# Task directions
Return the entries below in their exact form, leaving the pictures out.

# Input
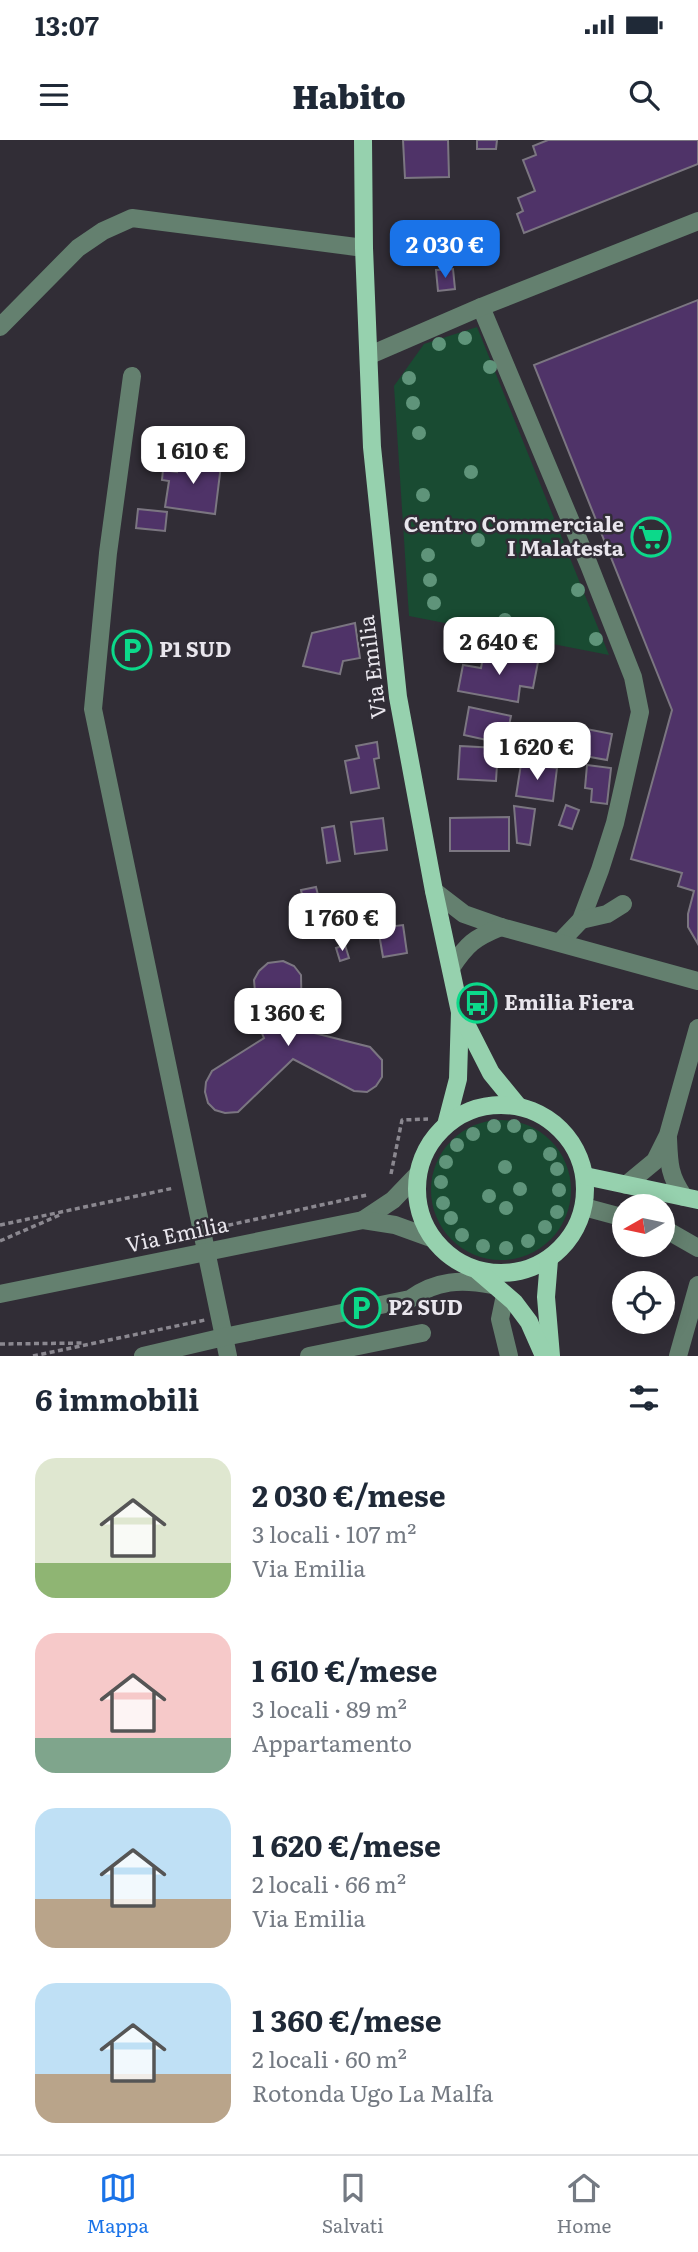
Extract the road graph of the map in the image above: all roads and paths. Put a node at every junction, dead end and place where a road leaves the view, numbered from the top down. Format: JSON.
{"nodes":[{"id":1,"x":363,"y":140,"type":"edge"},
{"id":2,"x":698,"y":221,"type":"edge"},
{"id":3,"x":364,"y":248,"type":"junction"},
{"id":4,"x":481,"y":307,"type":"junction"},
{"id":5,"x":0,"y":327,"type":"edge"},
{"id":6,"x":370,"y":355,"type":"junction"},
{"id":7,"x":132,"y":376,"type":"dead end"},
{"id":8,"x":643,"y":670,"type":"dead end"},
{"id":9,"x":640,"y":712,"type":"junction"},
{"id":10,"x":434,"y":891,"type":"junction"},
{"id":11,"x":623,"y":904,"type":"dead end"},
{"id":12,"x":581,"y":920,"type":"junction"},
{"id":13,"x":500,"y":927,"type":"junction"},
{"id":14,"x":560,"y":942,"type":"junction"},
{"id":15,"x":451,"y":968,"type":"junction"},
{"id":16,"x":698,"y":981,"type":"edge"},
{"id":17,"x":460,"y":1012,"type":"junction"},
{"id":18,"x":698,"y":1028,"type":"edge"},
{"id":19,"x":518,"y":1106,"type":"junction"},
{"id":20,"x":437,"y":1122,"type":"junction"},
{"id":21,"x":668,"y":1135,"type":"junction"},
{"id":22,"x":417,"y":1175,"type":"junction"},
{"id":23,"x":585,"y":1176,"type":"junction"},
{"id":24,"x":390,"y":1183,"type":"dead end"},
{"id":25,"x":193,"y":1184,"type":"junction"},
{"id":26,"x":626,"y":1185,"type":"junction"},
{"id":27,"x":379,"y":1192,"type":"dead end"},
{"id":28,"x":691,"y":1199,"type":"edge"},
{"id":29,"x":584,"y":1207,"type":"junction"},
{"id":30,"x":71,"y":1210,"type":"junction"},
{"id":31,"x":612,"y":1215,"type":"edge"},
{"id":32,"x":363,"y":1220,"type":"junction"},
{"id":33,"x":0,"y":1225,"type":"edge"},
{"id":34,"x":218,"y":1227,"type":"dead end"},
{"id":35,"x":676,"y":1235,"type":"edge"},
{"id":36,"x":431,"y":1238,"type":"junction"},
{"id":37,"x":0,"y":1241,"type":"edge"},
{"id":38,"x":698,"y":1248,"type":"edge"},
{"id":39,"x":207,"y":1253,"type":"junction"},
{"id":40,"x":549,"y":1260,"type":"junction"},
{"id":41,"x":478,"y":1271,"type":"junction"},
{"id":42,"x":698,"y":1285,"type":"edge"},
{"id":43,"x":499,"y":1290,"type":"junction"},
{"id":44,"x":0,"y":1294,"type":"edge"},
{"id":45,"x":422,"y":1333,"type":"dead end"},
{"id":46,"x":224,"y":1337,"type":"junction"},
{"id":47,"x":397,"y":1338,"type":"junction"},
{"id":48,"x":94,"y":1343,"type":"dead end"},
{"id":49,"x":0,"y":1344,"type":"edge"},
{"id":50,"x":344,"y":1352,"type":"edge"},
{"id":51,"x":143,"y":1356,"type":"edge"},
{"id":52,"x":228,"y":1356,"type":"edge"},
{"id":53,"x":309,"y":1356,"type":"edge"},
{"id":54,"x":400,"y":1356,"type":"edge"},
{"id":55,"x":509,"y":1356,"type":"edge"},
{"id":56,"x":544,"y":1356,"type":"edge"},
{"id":57,"x":551,"y":1356,"type":"edge"},
{"id":58,"x":678,"y":1356,"type":"edge"}],
"edges":[{"from":1,"to":3,"type":"main road","name":"Via Emilia"},
{"from":2,"to":4,"type":"lane"},
{"from":3,"to":5,"type":"lane"},
{"from":3,"to":6,"type":"main road","name":"Via Emilia"},
{"from":4,"to":6,"type":"lane"},
{"from":4,"to":9,"type":"lane"},
{"from":6,"to":10,"type":"main road","name":"Via Emilia"},
{"from":7,"to":25,"type":"lane"},
{"from":8,"to":9,"type":"lane"},
{"from":9,"to":12,"type":"lane"},
{"from":10,"to":13,"type":"lane"},
{"from":10,"to":15,"type":"main road","name":"Via Emilia"},
{"from":11,"to":12,"type":"lane"},
{"from":12,"to":14,"type":"lane"},
{"from":13,"to":14,"type":"lane"},
{"from":13,"to":15,"type":"lane"},
{"from":14,"to":16,"type":"lane"},
{"from":15,"to":17,"type":"main road","name":"Via Emilia"},
{"from":17,"to":19,"type":"main road","name":"Via Emilia"},
{"from":17,"to":20,"type":"main road","name":"Via Emilia"},
{"from":18,"to":21,"type":"lane"},
{"from":19,"to":20,"type":"main road"},
{"from":19,"to":23,"type":"main road"},
{"from":20,"to":22,"type":"main road"},
{"from":20,"to":24,"type":"path"},
{"from":21,"to":26,"type":"lane"},
{"from":21,"to":28,"type":"lane"},
{"from":22,"to":32,"type":"lane","name":"Via Emilia"},
{"from":22,"to":36,"type":"main road"},
{"from":23,"to":26,"type":"main road"},
{"from":23,"to":29,"type":"main road"},
{"from":25,"to":30,"type":"path"},
{"from":25,"to":39,"type":"lane"},
{"from":26,"to":28,"type":"main road"},
{"from":27,"to":34,"type":"path"},
{"from":29,"to":31,"type":"lane"},
{"from":29,"to":40,"type":"main road"},
{"from":30,"to":33,"type":"path"},
{"from":30,"to":37,"type":"path"},
{"from":32,"to":36,"type":"lane","name":"Via Emilia"},
{"from":32,"to":39,"type":"lane","name":"Via Emilia"},
{"from":35,"to":38,"type":"lane"},
{"from":36,"to":41,"type":"main road"},
{"from":39,"to":44,"type":"lane","name":"Via Emilia"},
{"from":39,"to":46,"type":"lane"},
{"from":40,"to":41,"type":"main road"},
{"from":40,"to":57,"type":"main road"},
{"from":41,"to":43,"type":"main road"},
{"from":42,"to":58,"type":"lane"},
{"from":43,"to":46,"type":"lane"},
{"from":43,"to":55,"type":"lane"},
{"from":43,"to":56,"type":"main road"},
{"from":45,"to":47,"type":"lane"},
{"from":46,"to":51,"type":"lane"},
{"from":46,"to":52,"type":"lane"},
{"from":47,"to":50,"type":"lane"},
{"from":47,"to":54,"type":"lane"},
{"from":48,"to":49,"type":"path"},
{"from":50,"to":53,"type":"lane"}]}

# Your response
Extract the road graph of the map in the image above: all roads and paths. Put a node at every junction, dead end and place where a road leaves the view, numbered from the top down. Format: JSON.
{"nodes":[{"id":1,"x":363,"y":140,"type":"edge"},
{"id":2,"x":698,"y":221,"type":"edge"},
{"id":3,"x":364,"y":248,"type":"junction"},
{"id":4,"x":481,"y":307,"type":"junction"},
{"id":5,"x":0,"y":327,"type":"edge"},
{"id":6,"x":370,"y":355,"type":"junction"},
{"id":7,"x":132,"y":376,"type":"dead end"},
{"id":8,"x":643,"y":670,"type":"dead end"},
{"id":9,"x":640,"y":712,"type":"junction"},
{"id":10,"x":434,"y":891,"type":"junction"},
{"id":11,"x":623,"y":904,"type":"dead end"},
{"id":12,"x":581,"y":920,"type":"junction"},
{"id":13,"x":500,"y":927,"type":"junction"},
{"id":14,"x":560,"y":942,"type":"junction"},
{"id":15,"x":451,"y":968,"type":"junction"},
{"id":16,"x":698,"y":981,"type":"edge"},
{"id":17,"x":460,"y":1012,"type":"junction"},
{"id":18,"x":698,"y":1028,"type":"edge"},
{"id":19,"x":518,"y":1106,"type":"junction"},
{"id":20,"x":437,"y":1122,"type":"junction"},
{"id":21,"x":668,"y":1135,"type":"junction"},
{"id":22,"x":417,"y":1175,"type":"junction"},
{"id":23,"x":585,"y":1176,"type":"junction"},
{"id":24,"x":390,"y":1183,"type":"dead end"},
{"id":25,"x":193,"y":1184,"type":"junction"},
{"id":26,"x":626,"y":1185,"type":"junction"},
{"id":27,"x":379,"y":1192,"type":"dead end"},
{"id":28,"x":691,"y":1199,"type":"edge"},
{"id":29,"x":584,"y":1207,"type":"junction"},
{"id":30,"x":71,"y":1210,"type":"junction"},
{"id":31,"x":612,"y":1215,"type":"edge"},
{"id":32,"x":363,"y":1220,"type":"junction"},
{"id":33,"x":0,"y":1225,"type":"edge"},
{"id":34,"x":218,"y":1227,"type":"dead end"},
{"id":35,"x":676,"y":1235,"type":"edge"},
{"id":36,"x":431,"y":1238,"type":"junction"},
{"id":37,"x":0,"y":1241,"type":"edge"},
{"id":38,"x":698,"y":1248,"type":"edge"},
{"id":39,"x":207,"y":1253,"type":"junction"},
{"id":40,"x":549,"y":1260,"type":"junction"},
{"id":41,"x":478,"y":1271,"type":"junction"},
{"id":42,"x":698,"y":1285,"type":"edge"},
{"id":43,"x":499,"y":1290,"type":"junction"},
{"id":44,"x":0,"y":1294,"type":"edge"},
{"id":45,"x":422,"y":1333,"type":"dead end"},
{"id":46,"x":224,"y":1337,"type":"junction"},
{"id":47,"x":397,"y":1338,"type":"junction"},
{"id":48,"x":94,"y":1343,"type":"dead end"},
{"id":49,"x":0,"y":1344,"type":"edge"},
{"id":50,"x":344,"y":1352,"type":"edge"},
{"id":51,"x":143,"y":1356,"type":"edge"},
{"id":52,"x":228,"y":1356,"type":"edge"},
{"id":53,"x":309,"y":1356,"type":"edge"},
{"id":54,"x":400,"y":1356,"type":"edge"},
{"id":55,"x":509,"y":1356,"type":"edge"},
{"id":56,"x":544,"y":1356,"type":"edge"},
{"id":57,"x":551,"y":1356,"type":"edge"},
{"id":58,"x":678,"y":1356,"type":"edge"}],
"edges":[{"from":1,"to":3,"type":"main road","name":"Via Emilia"},
{"from":2,"to":4,"type":"lane"},
{"from":3,"to":5,"type":"lane"},
{"from":3,"to":6,"type":"main road","name":"Via Emilia"},
{"from":4,"to":6,"type":"lane"},
{"from":4,"to":9,"type":"lane"},
{"from":6,"to":10,"type":"main road","name":"Via Emilia"},
{"from":7,"to":25,"type":"lane"},
{"from":8,"to":9,"type":"lane"},
{"from":9,"to":12,"type":"lane"},
{"from":10,"to":13,"type":"lane"},
{"from":10,"to":15,"type":"main road","name":"Via Emilia"},
{"from":11,"to":12,"type":"lane"},
{"from":12,"to":14,"type":"lane"},
{"from":13,"to":14,"type":"lane"},
{"from":13,"to":15,"type":"lane"},
{"from":14,"to":16,"type":"lane"},
{"from":15,"to":17,"type":"main road","name":"Via Emilia"},
{"from":17,"to":19,"type":"main road","name":"Via Emilia"},
{"from":17,"to":20,"type":"main road","name":"Via Emilia"},
{"from":18,"to":21,"type":"lane"},
{"from":19,"to":20,"type":"main road"},
{"from":19,"to":23,"type":"main road"},
{"from":20,"to":22,"type":"main road"},
{"from":20,"to":24,"type":"path"},
{"from":21,"to":26,"type":"lane"},
{"from":21,"to":28,"type":"lane"},
{"from":22,"to":32,"type":"lane","name":"Via Emilia"},
{"from":22,"to":36,"type":"main road"},
{"from":23,"to":26,"type":"main road"},
{"from":23,"to":29,"type":"main road"},
{"from":25,"to":30,"type":"path"},
{"from":25,"to":39,"type":"lane"},
{"from":26,"to":28,"type":"main road"},
{"from":27,"to":34,"type":"path"},
{"from":29,"to":31,"type":"lane"},
{"from":29,"to":40,"type":"main road"},
{"from":30,"to":33,"type":"path"},
{"from":30,"to":37,"type":"path"},
{"from":32,"to":36,"type":"lane","name":"Via Emilia"},
{"from":32,"to":39,"type":"lane","name":"Via Emilia"},
{"from":35,"to":38,"type":"lane"},
{"from":36,"to":41,"type":"main road"},
{"from":39,"to":44,"type":"lane","name":"Via Emilia"},
{"from":39,"to":46,"type":"lane"},
{"from":40,"to":41,"type":"main road"},
{"from":40,"to":57,"type":"main road"},
{"from":41,"to":43,"type":"main road"},
{"from":42,"to":58,"type":"lane"},
{"from":43,"to":46,"type":"lane"},
{"from":43,"to":55,"type":"lane"},
{"from":43,"to":56,"type":"main road"},
{"from":45,"to":47,"type":"lane"},
{"from":46,"to":51,"type":"lane"},
{"from":46,"to":52,"type":"lane"},
{"from":47,"to":50,"type":"lane"},
{"from":47,"to":54,"type":"lane"},
{"from":48,"to":49,"type":"path"},
{"from":50,"to":53,"type":"lane"}]}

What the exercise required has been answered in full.